Collected data
*** Begin section ***

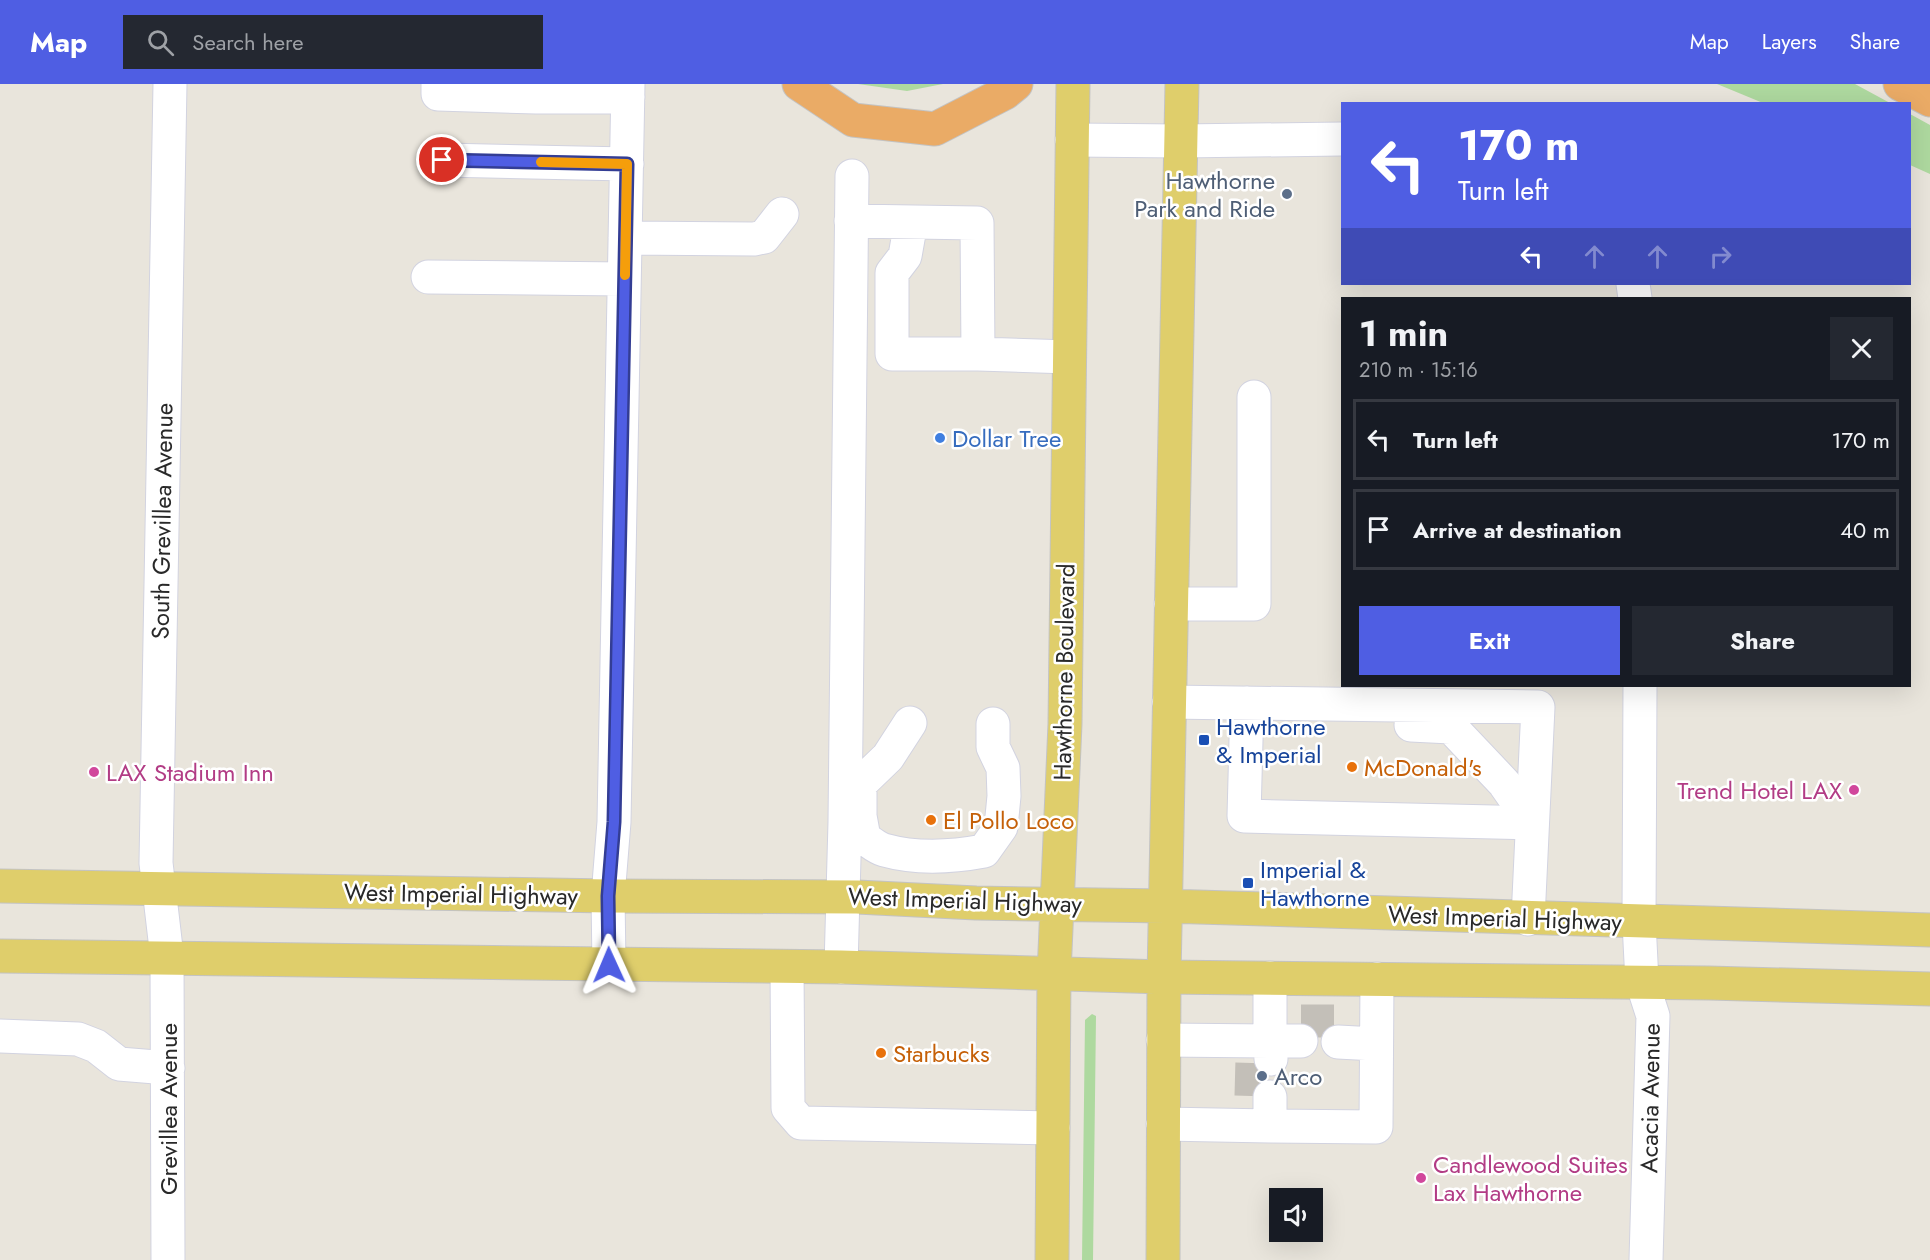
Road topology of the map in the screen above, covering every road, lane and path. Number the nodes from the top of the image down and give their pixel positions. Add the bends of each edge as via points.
1 (170, 84) edge
2 (438, 84) edge
3 (799, 84) edge
4 (1016, 84) edge
5 (1073, 84) edge
6 (1182, 84) edge
7 (1900, 84) edge
8 (628, 90) edge
9 (1930, 100) edge
10 (1341, 139) edge
11 (1072, 140) junction
12 (1181, 141) junction
13 (442, 160) dead end
14 (627, 164) junction
15 (852, 176) dead end
16 (782, 214) dead end
17 (851, 221) junction
18 (911, 222) junction
19 (625, 238) junction
20 (428, 277) dead end
21 (624, 279) junction
22 (978, 354) junction
23 (1069, 357) junction
24 (1254, 397) dead end
25 (1171, 604) junction
26 (1640, 687) edge
27 (1169, 702) junction
28 (1246, 703) junction
29 (1308, 704) junction
30 (910, 723) dead end
31 (993, 724) dead end
32 (1532, 823) junction
33 (0, 886) edge
34 (159, 889) junction
35 (608, 896) junction
36 (843, 896) junction
37 (1057, 903) junction
38 (1165, 906) junction
39 (1528, 919) junction
40 (1639, 922) junction
41 (1930, 930) edge
42 (0, 956) edge
43 (167, 957) junction
44 (609, 965) junction
45 (787, 967) junction
46 (841, 967) junction
47 (1054, 974) junction
48 (1164, 977) junction
49 (1270, 978) junction
50 (1377, 979) junction
51 (1642, 982) junction
52 (1930, 989) edge
53 (1338, 1032) tunnel mouth
54 (1376, 1032) junction
55 (0, 1036) edge
56 (1163, 1040) junction
57 (168, 1068) junction
58 (1163, 1124) junction
59 (1053, 1128) junction
60 (168, 1260) edge
61 (1052, 1260) edge
62 (1163, 1260) edge
63 (1646, 1260) edge

1 - 34 street, South Grevillea Avenue via 156,863
2 - 8 street via 438,94 536,97
3 - 4 highway via 853,120 935,129
5 - 11 main road, Hawthorne Boulevard
6 - 12 main road
7 - 9 highway
8 - 14 street
10 - 12 street
11 - 12 street
11 - 23 main road, Hawthorne Boulevard
12 - 25 main road
13 - 14 street
14 - 19 street
15 - 17 street
16 - 19 street via 764,237 754,239
17 - 18 street
17 - 36 street
18 - 22 street via 977,223
18 - 22 street via 905,256 892,273 892,354
19 - 21 street
20 - 21 street
21 - 35 street via 614,822
22 - 23 street
23 - 37 main road, Hawthorne Boulevard via 1065,724
24 - 25 street via 1254,603
25 - 27 main road
26 - 40 street, Acacia Avenue
27 - 28 street
27 - 38 main road
28 - 29 street
28 - 32 street via 1244,816
29 - 32 street via 1327,721 1451,727 1504,783
29 - 32 street via 1538,707
30 - 31 street via 888,757 860,784 864,838 882,849 959,856 984,851 1001,827 1003,768 993,747
32 - 39 street
33 - 34 main road, West Imperial Highway
34 - 35 main road, West Imperial Highway
34 - 43 street, South Grevillea Avenue
35 - 36 main road, West Imperial Highway
35 - 44 street
36 - 37 main road, West Imperial Highway
36 - 46 street
37 - 38 main road, West Imperial Highway
37 - 47 main road, Hawthorne Boulevard
38 - 39 main road, West Imperial Highway
38 - 48 main road
39 - 40 main road, West Imperial Highway
40 - 41 main road, West Imperial Highway
40 - 51 street, Acacia Avenue
42 - 43 main road
43 - 44 main road
43 - 57 street, Grevillea Avenue
44 - 45 main road
45 - 46 main road
45 - 59 street via 788,1108 801,1123
46 - 47 main road
47 - 48 main road
47 - 59 main road, Hawthorne Boulevard
48 - 49 main road
48 - 56 main road
49 - 50 main road
49 - 56 street via 1274,1040
50 - 51 main road
50 - 54 street
51 - 52 main road
51 - 63 street, Acacia Avenue via 1653,1016
53 - 54 street
54 - 58 street via 1376,1127 1260,1111
55 - 57 street via 78,1039 96,1046 119,1064
56 - 58 main road
57 - 60 street, Grevillea Avenue
58 - 62 main road
59 - 61 main road, Hawthorne Boulevard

*** End section ***

● Activity
Show, from the records above, every line that includes "West".

● Your response
33 - 34 main road, West Imperial Highway
34 - 35 main road, West Imperial Highway
35 - 36 main road, West Imperial Highway
36 - 37 main road, West Imperial Highway
37 - 38 main road, West Imperial Highway
38 - 39 main road, West Imperial Highway
39 - 40 main road, West Imperial Highway
40 - 41 main road, West Imperial Highway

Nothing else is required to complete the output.